In this article Mr. Dunlop proposed to prove two facts: first, that Celtic civilisation is largely a figment of my imagination; and, secondly, that far from composing one nation, the English element in Ireland was proud of its origin, and struggled incessantly to preserve itself intact from Celtic influence. One part of his plan is destructive, and the second constructive. Unfortunately the work of destruction has proved so alluring that the constructive scheme is abandoned. As to the value of the destructive work, I contend that Mr. Dunlop’s criticisms are not so historically accurate, so reasonable, or so candid, that they can serve for correction or instruction. I contend further that even on the generous assumption that the whole of Mr.

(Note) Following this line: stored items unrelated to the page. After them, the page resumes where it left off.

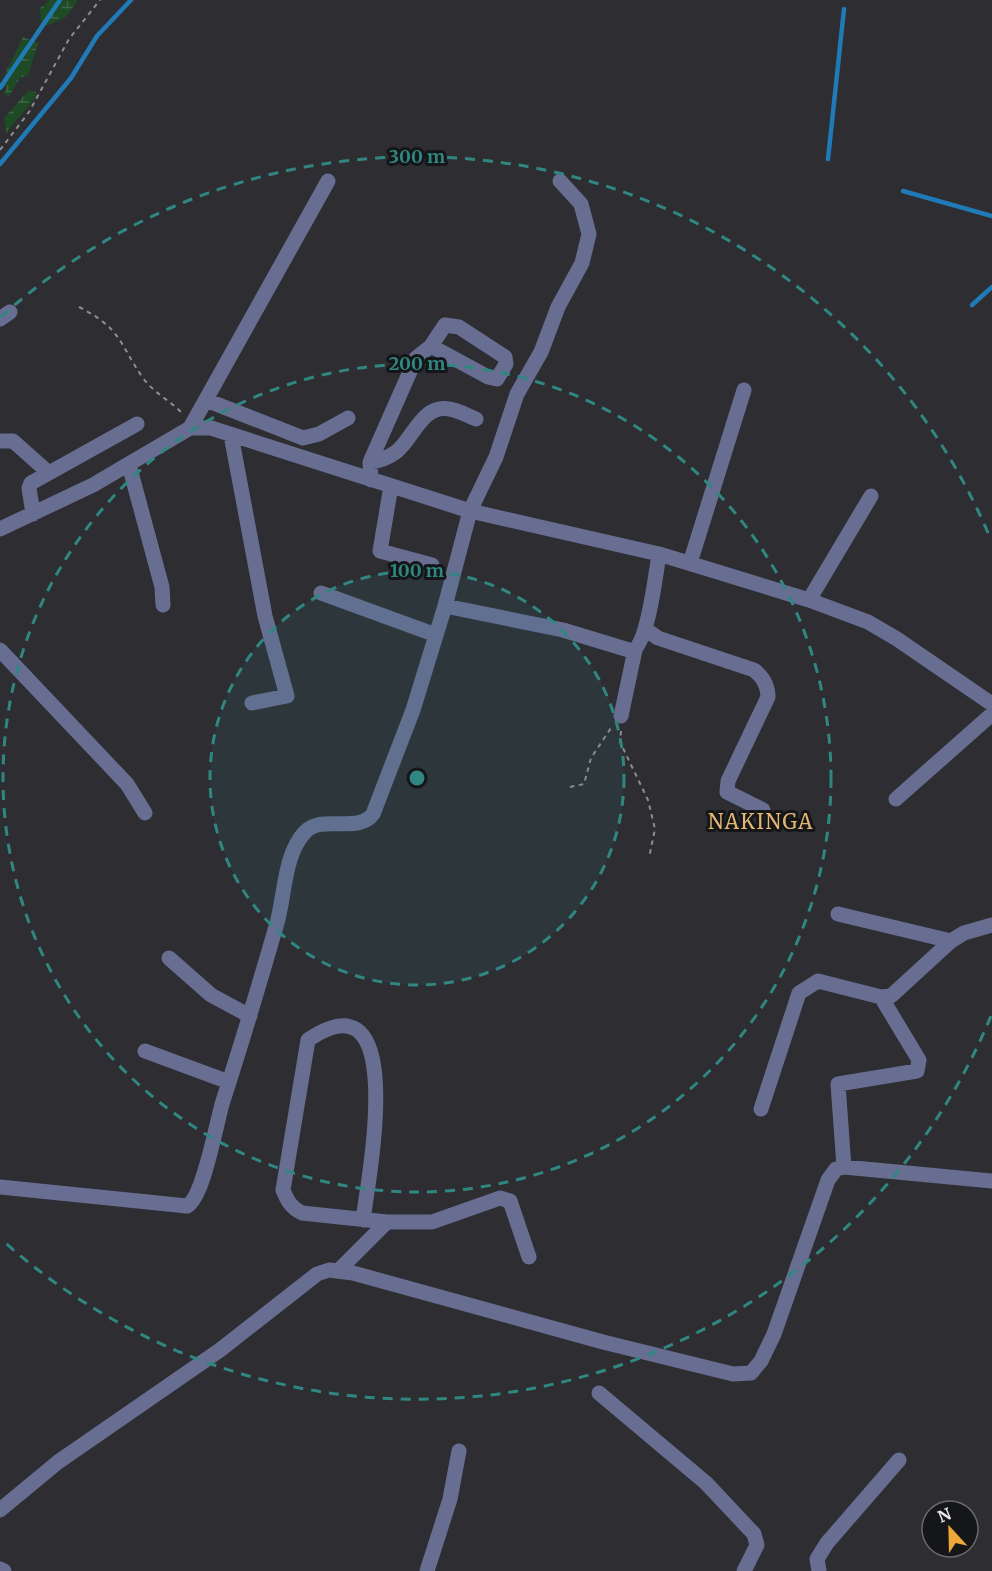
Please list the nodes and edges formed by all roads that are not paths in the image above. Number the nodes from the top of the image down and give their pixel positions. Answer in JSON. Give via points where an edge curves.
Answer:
{"nodes":[{"id":1,"x":328,"y":181,"type":"dead end"},
{"id":2,"x":560,"y":181,"type":"dead end"},
{"id":3,"x":431,"y":346,"type":"junction"},
{"id":4,"x":744,"y":390,"type":"dead end"},
{"id":5,"x":206,"y":400,"type":"junction"},
{"id":6,"x":348,"y":418,"type":"dead end"},
{"id":7,"x":476,"y":419,"type":"dead end"},
{"id":8,"x":137,"y":424,"type":"dead end"},
{"id":9,"x":190,"y":428,"type":"junction"},
{"id":10,"x":231,"y":435,"type":"junction"},
{"id":11,"x":0,"y":441,"type":"edge"},
{"id":12,"x":370,"y":462,"type":"junction"},
{"id":13,"x":129,"y":465,"type":"junction"},
{"id":14,"x":49,"y":473,"type":"junction"},
{"id":15,"x":371,"y":480,"type":"junction"},
{"id":16,"x":390,"y":486,"type":"junction"},
{"id":17,"x":872,"y":496,"type":"dead end"},
{"id":18,"x":470,"y":512,"type":"junction"},
{"id":19,"x":33,"y":514,"type":"junction"},
{"id":20,"x":0,"y":529,"type":"edge"},
{"id":21,"x":659,"y":554,"type":"junction"},
{"id":22,"x":690,"y":563,"type":"junction"},
{"id":23,"x":432,"y":565,"type":"dead end"},
{"id":24,"x":321,"y":594,"type":"dead end"},
{"id":25,"x":809,"y":600,"type":"junction"},
{"id":26,"x":163,"y":605,"type":"dead end"},
{"id":27,"x":445,"y":606,"type":"junction"},
{"id":28,"x":645,"y":628,"type":"junction"},
{"id":29,"x":436,"y":635,"type":"junction"},
{"id":30,"x":0,"y":650,"type":"edge"},
{"id":31,"x":635,"y":650,"type":"junction"},
{"id":32,"x":252,"y":704,"type":"dead end"},
{"id":33,"x":992,"y":704,"type":"edge"},
{"id":34,"x":992,"y":714,"type":"edge"},
{"id":35,"x":621,"y":716,"type":"road end"},
{"id":36,"x":896,"y":799,"type":"dead end"},
{"id":37,"x":763,"y":810,"type":"dead end"},
{"id":38,"x":146,"y":813,"type":"dead end"},
{"id":39,"x":838,"y":914,"type":"dead end"},
{"id":40,"x":992,"y":925,"type":"edge"},
{"id":41,"x":951,"y":941,"type":"junction"},
{"id":42,"x":169,"y":958,"type":"dead end"},
{"id":43,"x":881,"y":997,"type":"junction"},
{"id":44,"x":250,"y":1016,"type":"junction"},
{"id":45,"x":145,"y":1051,"type":"dead end"},
{"id":46,"x":229,"y":1082,"type":"junction"},
{"id":47,"x":761,"y":1109,"type":"dead end"},
{"id":48,"x":844,"y":1167,"type":"junction"},
{"id":49,"x":992,"y":1181,"type":"edge"},
{"id":50,"x":0,"y":1187,"type":"edge"},
{"id":51,"x":363,"y":1220,"type":"junction"},
{"id":52,"x":387,"y":1222,"type":"junction"},
{"id":53,"x":529,"y":1257,"type":"dead end"},
{"id":54,"x":339,"y":1270,"type":"junction"},
{"id":55,"x":599,"y":1393,"type":"dead end"},
{"id":56,"x":459,"y":1451,"type":"dead end"},
{"id":57,"x":899,"y":1460,"type":"dead end"},
{"id":58,"x":0,"y":1510,"type":"edge"},
{"id":59,"x":427,"y":1571,"type":"edge"},
{"id":60,"x":744,"y":1571,"type":"edge"},
{"id":61,"x":819,"y":1571,"type":"edge"}],
"edges":[{"from":1,"to":5,"type":"street"},
{"from":2,"to":18,"type":"street","via":[[581,204],[589,234],[582,262],[517,394],[496,457]]},
{"from":3,"to":3,"type":"street","via":[[497,379],[506,364],[505,357],[459,327],[445,325]]},
{"from":3,"to":12,"type":"street","via":[[416,358]]},
{"from":4,"to":22,"type":"street"},
{"from":5,"to":6,"type":"street","via":[[303,438]]},
{"from":5,"to":9,"type":"street"},
{"from":7,"to":12,"type":"street","via":[[448,408],[435,410],[398,451]]},
{"from":8,"to":14,"type":"street"},
{"from":9,"to":10,"type":"street","via":[[211,428]]},
{"from":9,"to":13,"type":"street"},
{"from":10,"to":15,"type":"street"},
{"from":10,"to":32,"type":"street","via":[[266,616],[287,696]]},
{"from":11,"to":14,"type":"street","via":[[13,441]]},
{"from":12,"to":15,"type":"street"},
{"from":13,"to":19,"type":"street"},
{"from":13,"to":26,"type":"street","via":[[162,587]]},
{"from":14,"to":19,"type":"street","via":[[31,483]]},
{"from":15,"to":16,"type":"street"},
{"from":16,"to":18,"type":"street"},
{"from":16,"to":23,"type":"street","via":[[380,551]]},
{"from":17,"to":25,"type":"street"},
{"from":18,"to":21,"type":"street"},
{"from":18,"to":27,"type":"street"},
{"from":19,"to":20,"type":"street"},
{"from":21,"to":22,"type":"street"},
{"from":21,"to":28,"type":"street"},
{"from":22,"to":25,"type":"street"},
{"from":24,"to":29,"type":"street"},
{"from":25,"to":33,"type":"street","via":[[868,622]]},
{"from":27,"to":29,"type":"street"},
{"from":27,"to":31,"type":"street","via":[[508,617]]},
{"from":28,"to":31,"type":"street"},
{"from":28,"to":37,"type":"street","via":[[658,638],[754,669],[760,675],[768,697],[728,781],[727,792]]},
{"from":29,"to":44,"type":"street","via":[[413,710],[372,814],[364,822],[315,826],[303,833],[291,861]]},
{"from":30,"to":38,"type":"street","via":[[127,784]]},
{"from":31,"to":35,"type":"street"},
{"from":34,"to":36,"type":"street"},
{"from":39,"to":41,"type":"street"},
{"from":40,"to":41,"type":"street"},
{"from":41,"to":43,"type":"street","via":[[896,993]]},
{"from":42,"to":44,"type":"street","via":[[211,995]]},
{"from":43,"to":47,"type":"street","via":[[818,981],[799,993]]},
{"from":43,"to":48,"type":"street","via":[[919,1060],[917,1071],[838,1084]]},
{"from":44,"to":46,"type":"street"},
{"from":45,"to":46,"type":"street"},
{"from":46,"to":50,"type":"street","via":[[197,1195],[187,1206]]},
{"from":48,"to":49,"type":"street"},
{"from":48,"to":54,"type":"street","via":[[836,1169],[828,1180],[774,1334],[751,1373],[732,1374],[603,1342]]},
{"from":51,"to":51,"type":"street","via":[[302,1213],[287,1200],[283,1190],[308,1040],[320,1031],[340,1026],[356,1029],[366,1040],[375,1066],[378,1094]]},
{"from":51,"to":52,"type":"street"},
{"from":52,"to":53,"type":"street","via":[[432,1222],[500,1198],[510,1201]]},
{"from":52,"to":54,"type":"street"},
{"from":54,"to":58,"type":"street","via":[[317,1274],[220,1350],[58,1462]]},
{"from":55,"to":60,"type":"street","via":[[706,1483],[754,1534],[757,1545]]},
{"from":56,"to":59,"type":"street","via":[[450,1499]]},
{"from":57,"to":61,"type":"street","via":[[827,1543],[817,1559]]}]}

Dunlop’s criticisms might happen to be valid, there would still remain untouched the main body of my evidence and the whole current of my argument. And I confidently believe that the history of Ireland will be re-written on truer lines and surer foundations than those sketched out in the Cambridge Modern History and the Quarterly Review. But perhaps Mr. Dunlop will go farther. It would be pleasant to hear, in more detail, his views on “the Iberian element in the nation.”